# If you can find this on the uber app please post



## William1964 (Jul 28, 2015)

Apparently these few tricks causes my rating to be so low I think it should be lower than what they're telling me.

My rating chart has disappeared from the phone or app. That's why I was originally posted that proves there's no way for me to turn around and increase it. It is very pattern like technically to sine wave trending downward.

I would post my positive comments but there are a few that say please call me at send their phone numbers.

Was to compare charts and comments the negative ones. My chart was to consistent to be real. And to consistent to change.

I have a text that says I am one of their top drivers and are inviting me to try another one of their platforms


----------



## William1964 (Jul 28, 2015)

Going through my memories looking through the past find out how I ended up here is an awesome skill to have. I'm sure I've posted it here before. Basically remember the bad things and learn from them and find your earliest memory.

The cigarette smell comment is most likely cigarette smell but one of my passengers asked me if I smoked and I offered her a cigarette.

Inappropriate behavior. I've never yelled at anyone I don't smoke when they're in the car I certainly don't grab and grope the passengers. Going to be a tough one. I may have SlideIT someone but it certainly wasn't that serious slight im working I depend on these people I know these people will rate me.

Missed turn thousands there has to be thousands.

Mistimed trip or being late. I have a positive comment that says I was running late and he got me there earlier than expected.

Being later mistimed is more on the passengers in the driver. I care very much for time even though its imaginary but we do have appointments even I have appointments I have to keep.

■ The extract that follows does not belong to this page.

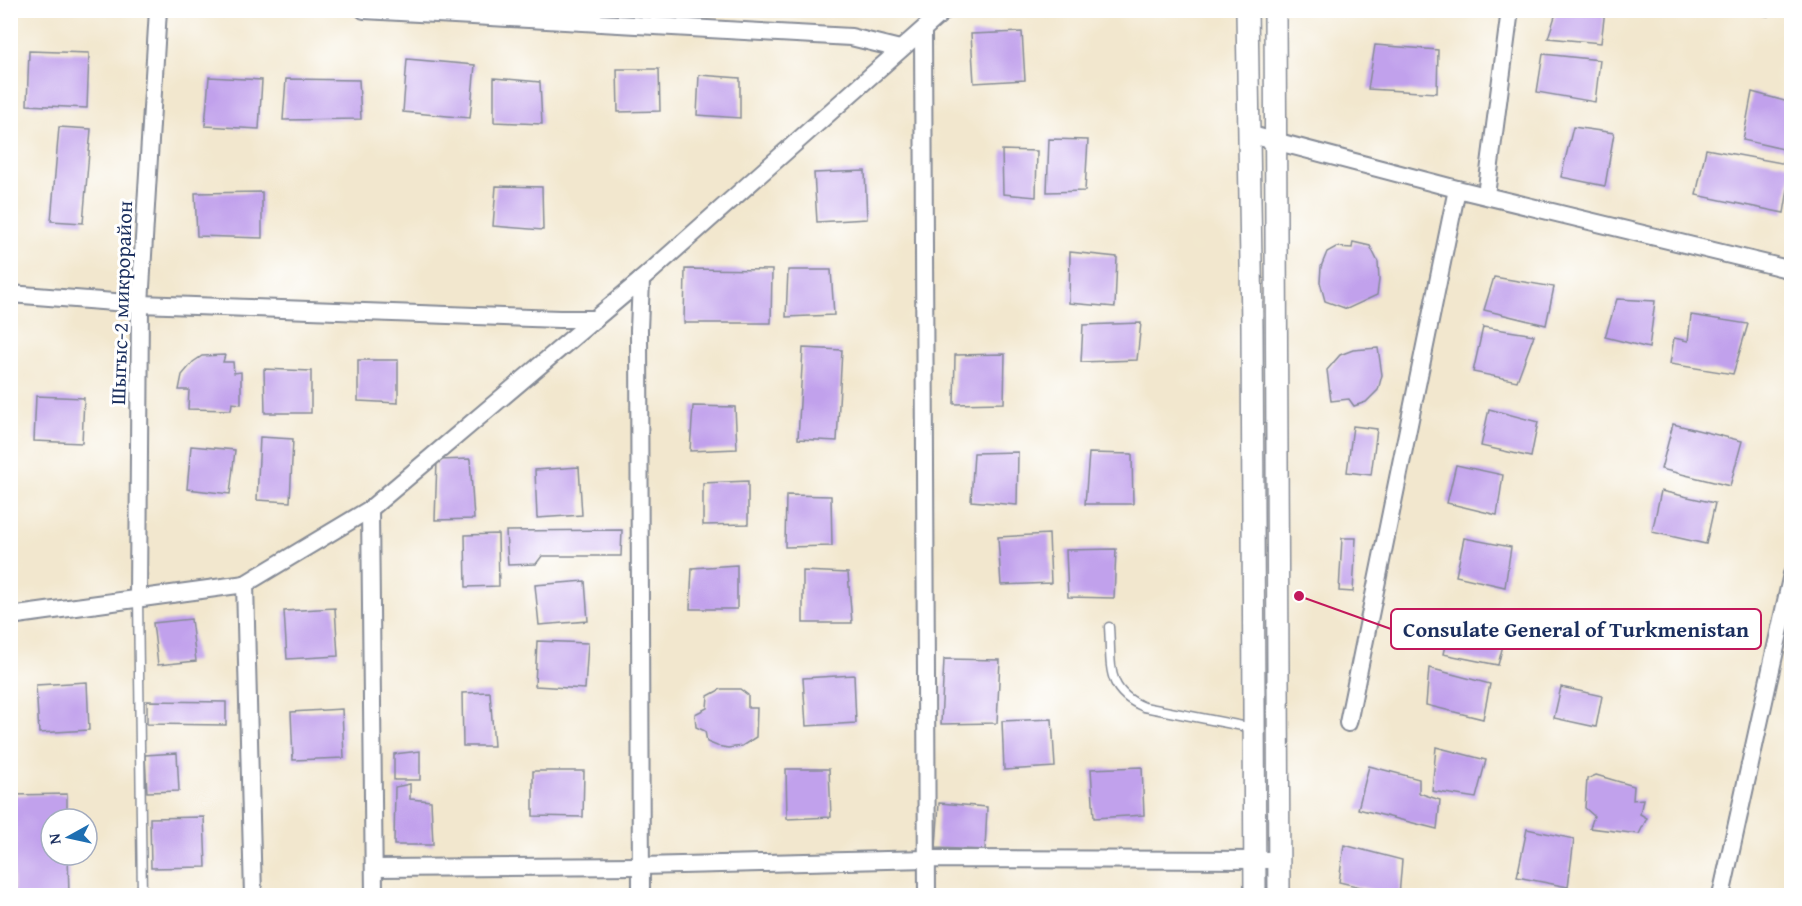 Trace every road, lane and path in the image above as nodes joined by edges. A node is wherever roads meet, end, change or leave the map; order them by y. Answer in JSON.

I do and the trips early because so many of the streets have speed humps and I am forced to slow down.

I know these people don't read minds don't care about what's going on around them they only see part of what is really out there s***.

but reality is off topic. Even I can't see the microbes crawling on both sides of my windshield if I look at the stoplight the pedestrian the bicyclist the clicking of the turn signal my heartbeat etc. Even I don't pay attention all the time but I am aware of it


----------



## Disgusted Driver (Jan 9, 2015)

Cigarette Smell, some folks are very sensitive to it and will complain if you have a whiff on you from having one 10 minutes ago.

I have 3 mistimed trips, I'm guessing that all of them occurred from me not being able to end the trip right away due to a network issue. If you aren't starting the trip before the pax gets in, not much you can do about that one. 

Bottom line, don't give a few comments a second thought.


----------



## Bart McCoy (Nov 4, 2014)

#totallyConfused


----------



## Emp9 (Apr 9, 2015)

is he talking in haiku? what does he mean , inappropriate behavior , he slide it to someone?


----------



## Nova828 (Oct 15, 2014)

My ratings tab has no issues reported and no star comments even though I've had 505 rides. Either I'm a mediocre driver not worth a complaint or compliment or that feature doesn't work for me yet.


----------



## ladyanya (Apr 5, 2015)

Where is this option located on the app


----------



## ATX 22 (Jun 17, 2015)

ladyanya said:


> Where is this option located on the app











Android


----------



## ladyanya (Apr 5, 2015)

So I guess that look is only for android users cause my app does not look like that


----------



## ATX 22 (Jun 17, 2015)

ladyanya said:


> So I guess that look is only for android users cause my app does not look like that


Yes. They haven't rolled out a new app for IOS yet.


----------



## ATX 22 (Jun 17, 2015)

When you open the tab it looks like this.
You can access feedback and see comments from 5☆ rides and see where you stand amongst the top 20% of drivers in your area.


----------



## yolo25 (Aug 31, 2015)

ATX 22 said:


> View attachment 19841
> 
> 
> When you open the tab it looks like this.
> You can access feedback and see comments from 5☆ rides and see where you stand amongst the top 20% of drivers in your area.


That's dope iOS needs to update


----------



## ATX 22 (Jun 17, 2015)

You can also see your net running total and pull up trip history without logging off.


----------



## Bart McCoy (Nov 4, 2014)

Yeah apple is always behind, just like their innovation. Android on had his new app for over a month. The best feature is looking at the map without loggin in. I do surge only, so i used to log in to take a peek at where the surge were at but would get a ping in the process. No more worries now


----------